Paulina siedziała jeszcze chwilę w fotelu po czym wstała i poszła do swojego pokoju spakować rzeczy, które jutro ze sobą zabierała do Warszawy. Ona tak jak i Iza kochała Boże Narodzenie i zawsze z ogromną niecierpliwością na nie czekała, miało w sobie tyle ciepła i tajemniczego, magicznego uroku. Uwielbiała radosną atmosferę w domu, zapach świątecznych przysmaków, mrugające na choince światełka i leżące pod nią prezenty od serca. Śpiew kolęd, wzajemne przebaczanie małych błędów i zapomnienie o codziennych smutkach, przez te kilka dni życie stawało się jakby piękniejsze.
Była 23, za piętnaście minut miał przyjść Michał i zabrać ją na Pasterkę, wprawdzie jutro będzie niewyspana, ale nie chciała rezygnować z tej mszy, która od dziecka nierozerwalnie kojarzyła się jej z Wigilią. Było jej miło, że dzisiaj pójdzie na nią z Michałem.

Pasterka była przepiękna, kościół po brzegi wypełnili ludzie, dla których dzisiejsza msza miała szczególne znaczenie, była symbolem narodzin Jezusa, nadzieją na coś nowego, lepszego i piękniejszego.
Paulina stała z Michałem z tyłu kościoła, była uśmiechnięta i mimo dość później pory wcale nie śpiąca, była przepełniona cudownym klimatem Świąt. Michał patrzył na jej radość z pewnym dystansem, on nie przywiązywał nigdy tak dużej wagi do Świąt, w pewnym sensie wiązały się one dla niego z przeszłością, akurat wtedy stracił nieodwracalnie Izę. W tej chwili gdy znów ze sobą rozmawiali i jakoś im się układało nie czuł już takiego żalu, który był najsilniejszy w momencie gdy uświadomił sobie, że wpakował się w małżeństwo z Anką żeby właśnie zapomnieć o Izie.
Po mszy wracali do domu powoli, powietrze było mroźne, a pod butami skrzypiał świeży śnieg, Paulina miała w sobie tyle ciepła i radości, że Michał nie mógł nie cieszyć się razem z nią.
Miał dla niej świąteczną niespodziankę - dwa dni temu dostał papiery z sądu, które potwierdzały wcześniejszą decyzję o odebraniu praw rodzicielskich Ance. Sprawa była więc zakończona, a jedynym prawnym opiekunem Kamila był Michał. Powiedział jej o tym kiedy stali pod bramą kamienicy, w której mieszkała Paulina i ciężko jakoś było im się pożegnać, ucieszyła się bardzo i mocno go wycałowała. Była taka spontaniczna i szczęśliwa, policzki miała różowe od mrozu i pachniała jakimiś bardzo subtelnymi, ale równocześnie pięknymi perfumami, spodobał mu się ten zapach. W tej chwili w niczym nie przypominała tej chłodnej i oficjalnej pani prokurator, którą na co dzień była w sądzie.

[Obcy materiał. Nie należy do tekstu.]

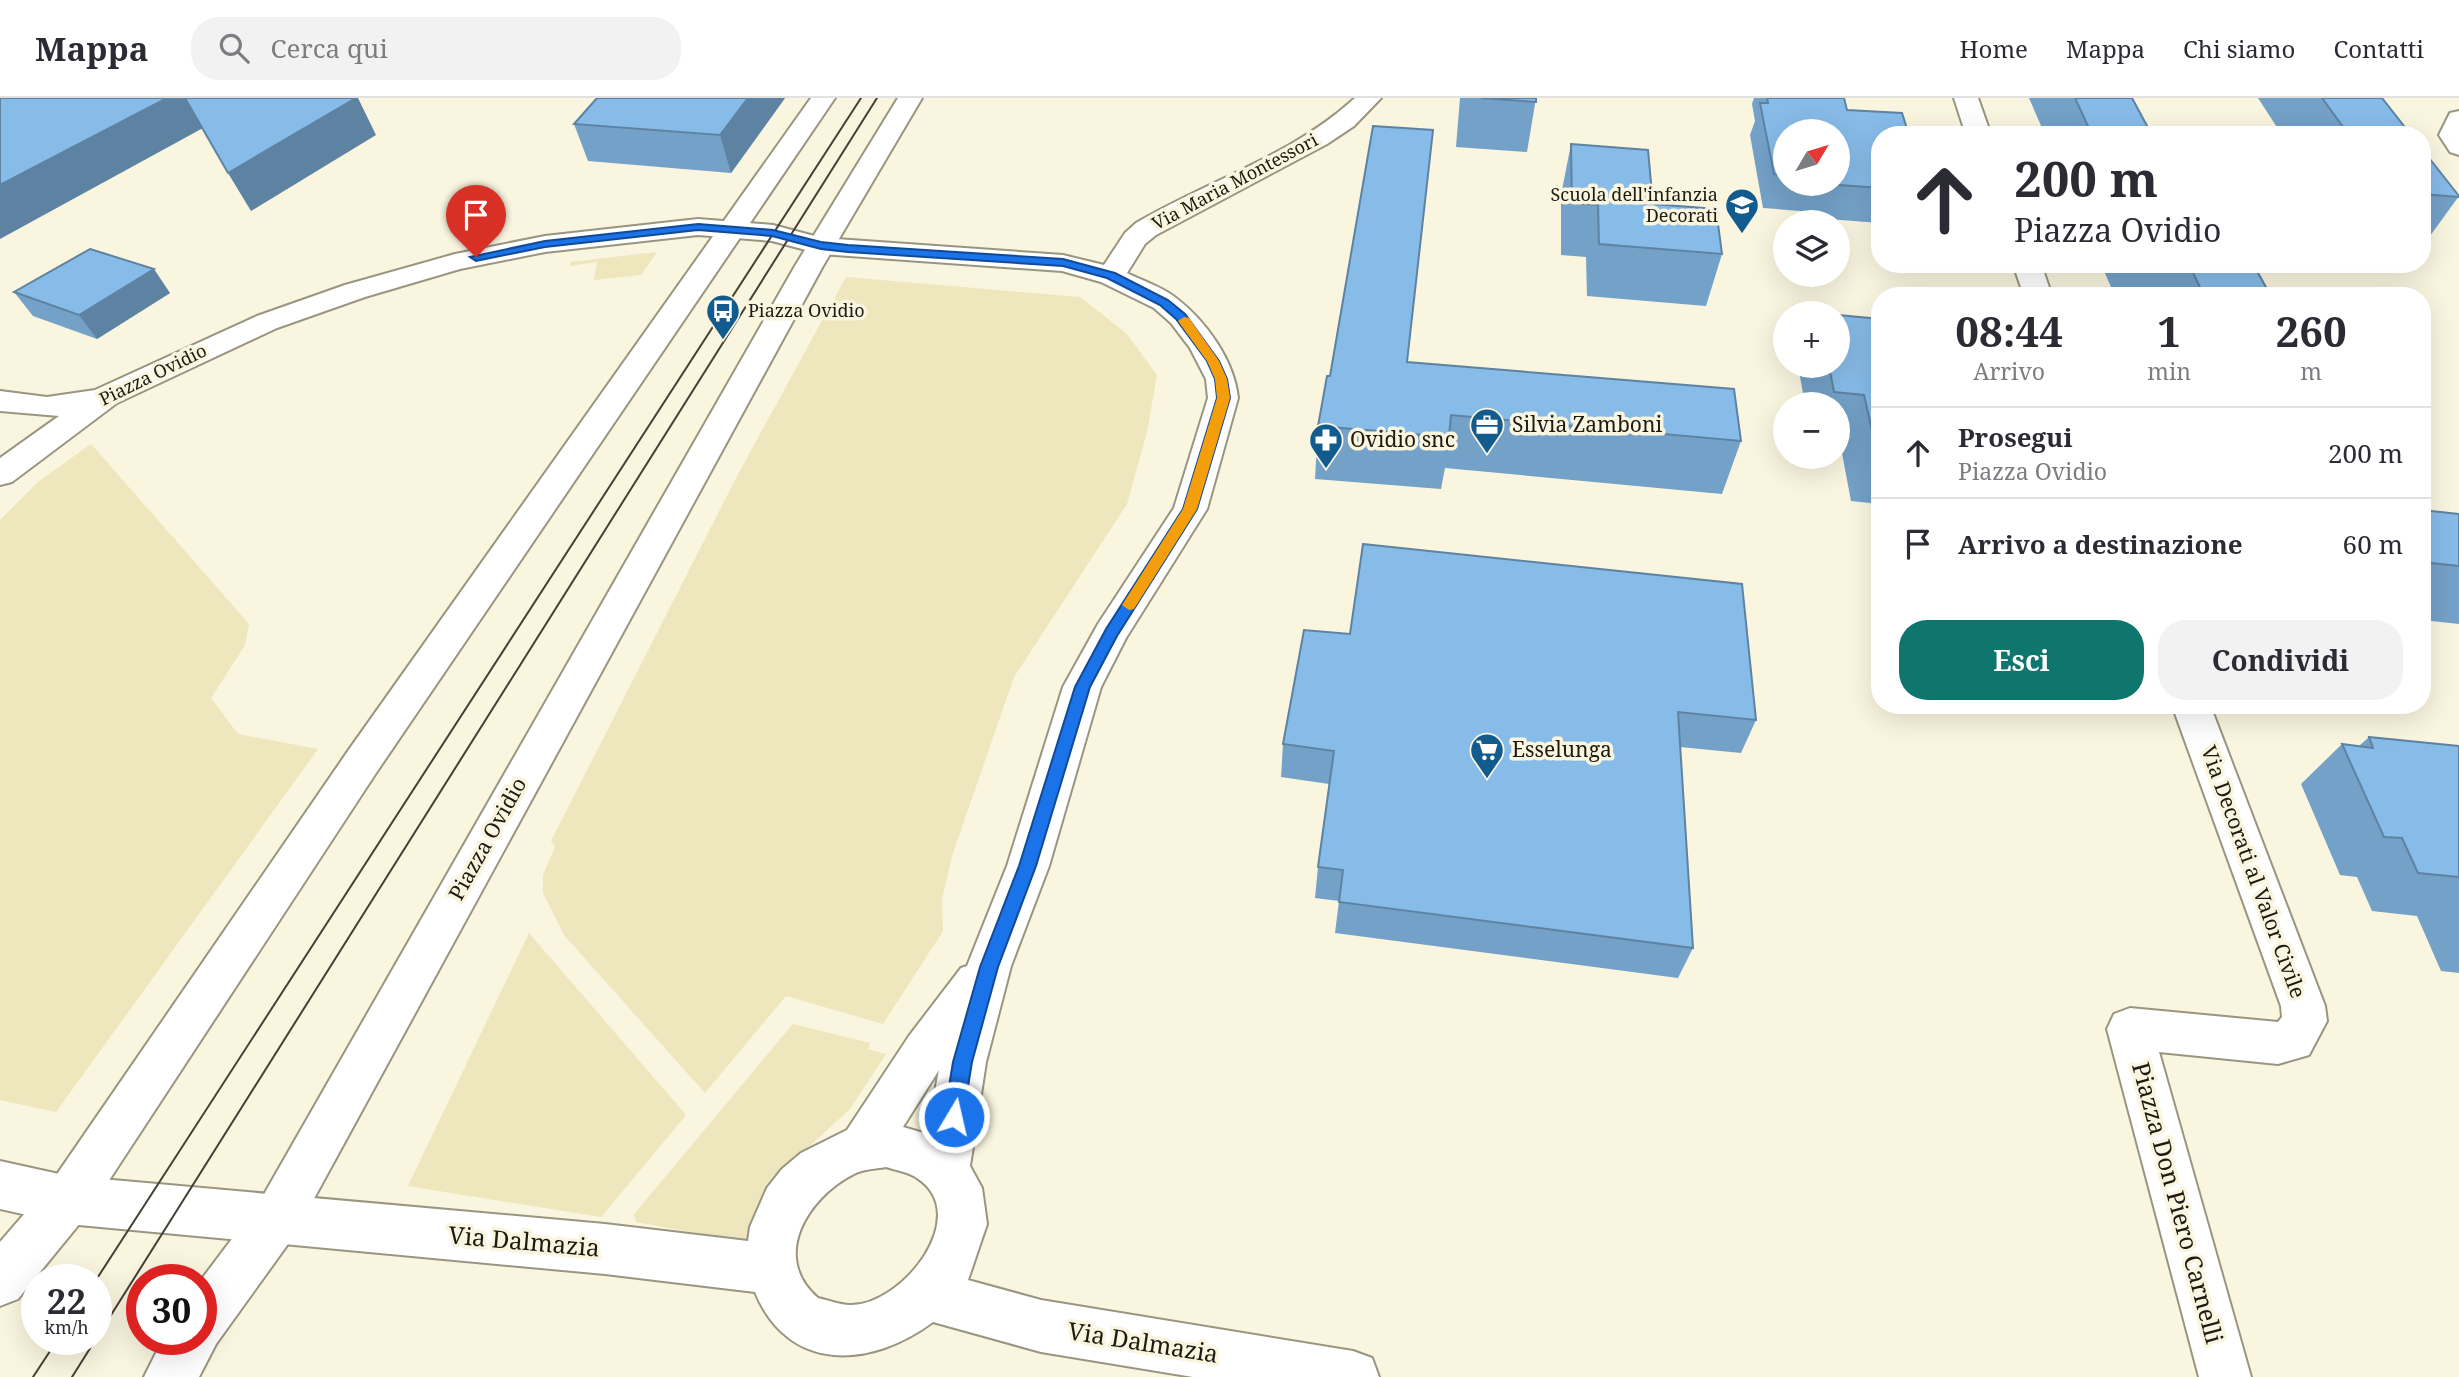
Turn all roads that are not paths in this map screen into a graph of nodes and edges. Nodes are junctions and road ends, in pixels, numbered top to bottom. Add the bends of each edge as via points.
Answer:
1 (823, 98) edge
2 (910, 98) edge
3 (1369, 98) edge
4 (1966, 98) edge
5 (2459, 118) edge
6 (1976, 126) edge
7 (2458, 146) edge
8 (732, 230) junction
9 (821, 246) junction
10 (1111, 276) junction
11 (106, 396) junction
12 (0, 401) edge
13 (0, 474) edge
14 (2194, 714) edge
15 (989, 967) junction
16 (2130, 1029) joint
17 (863, 1147) junction
18 (945, 1171) junction
19 (0, 1185) edge
20 (68, 1200) junction
21 (276, 1220) junction
22 (773, 1269) junction
23 (0, 1281) edge
24 (935, 1297) junction
25 (217, 1302) edge
26 (183, 1355) edge
27 (170, 1377) edge
28 (1353, 1377) edge
29 (2225, 1377) edge

1 - 8 street
2 - 9 street
3 - 10 street, Via Maria Montessori via 1359,110 1294,154 1146,229
4 - 6 street
5 - 7 street via 2451,135
8 - 9 street, Piazza Ovidio via 790,236
8 - 11 street, Piazza Ovidio via 698,227 634,232 455,262 267,322
8 - 20 street via 362,762
9 - 10 street via 1063,262
9 - 21 street, Piazza Ovidio
10 - 15 street via 1143,289 1181,317 1204,346 1221,379 1223,398 1190,509 1082,687 1028,866
11 - 12 street via 61,408
11 - 13 street, Piazza Ovidio
14 - 16 street, Via Decorati al Valor Civile via 2305,1021 2293,1040 2278,1043
15 - 17 street via 925,1051
15 - 18 street via 962,1062
16 - 29 street, Piazza Don Piero Carnelli
17 - 18 street via 886,1144 908,1149
17 - 22 street via 818,1168 791,1196 775,1231
18 - 24 street via 960,1198 964,1231 955,1266
19 - 20 street
20 - 21 street
20 - 23 street
21 - 22 street, Via Dalmazia via 606,1249
21 - 25 street, Piazza Ovidio
22 - 24 street via 779,1292 793,1311 813,1326 836,1334 888,1329 913,1317
24 - 28 street, Via Dalmazia via 1041,1326
26 - 27 street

W końcu Paulina uznała, że zrobiło się naprawdę późno i musi już iść na górę, chciała choć trochę się przespać jeśli jutro miała się dobrze bawić. Śmiała się mówiąc, że jeśli tego nie zrobi będzie całe wesele spała na stołku, a Robert będzie musiał poszukać sobie innej partnerki do zabawy. Od chrzcin Patrycji nie miała okazji do spokojnej rozmowy z Michałem na temat Roberta, nie wspomniała mu również, że zaprosiła go na ślub swoich znajomych. Zauważyła zaskoczenie z jakim Michał na nią spojrzał, przez moment nawet wydawało się jej, że widzi w tym spojrzeniu żal czy jakiś dziwny smutek, ale to była tylko chwila.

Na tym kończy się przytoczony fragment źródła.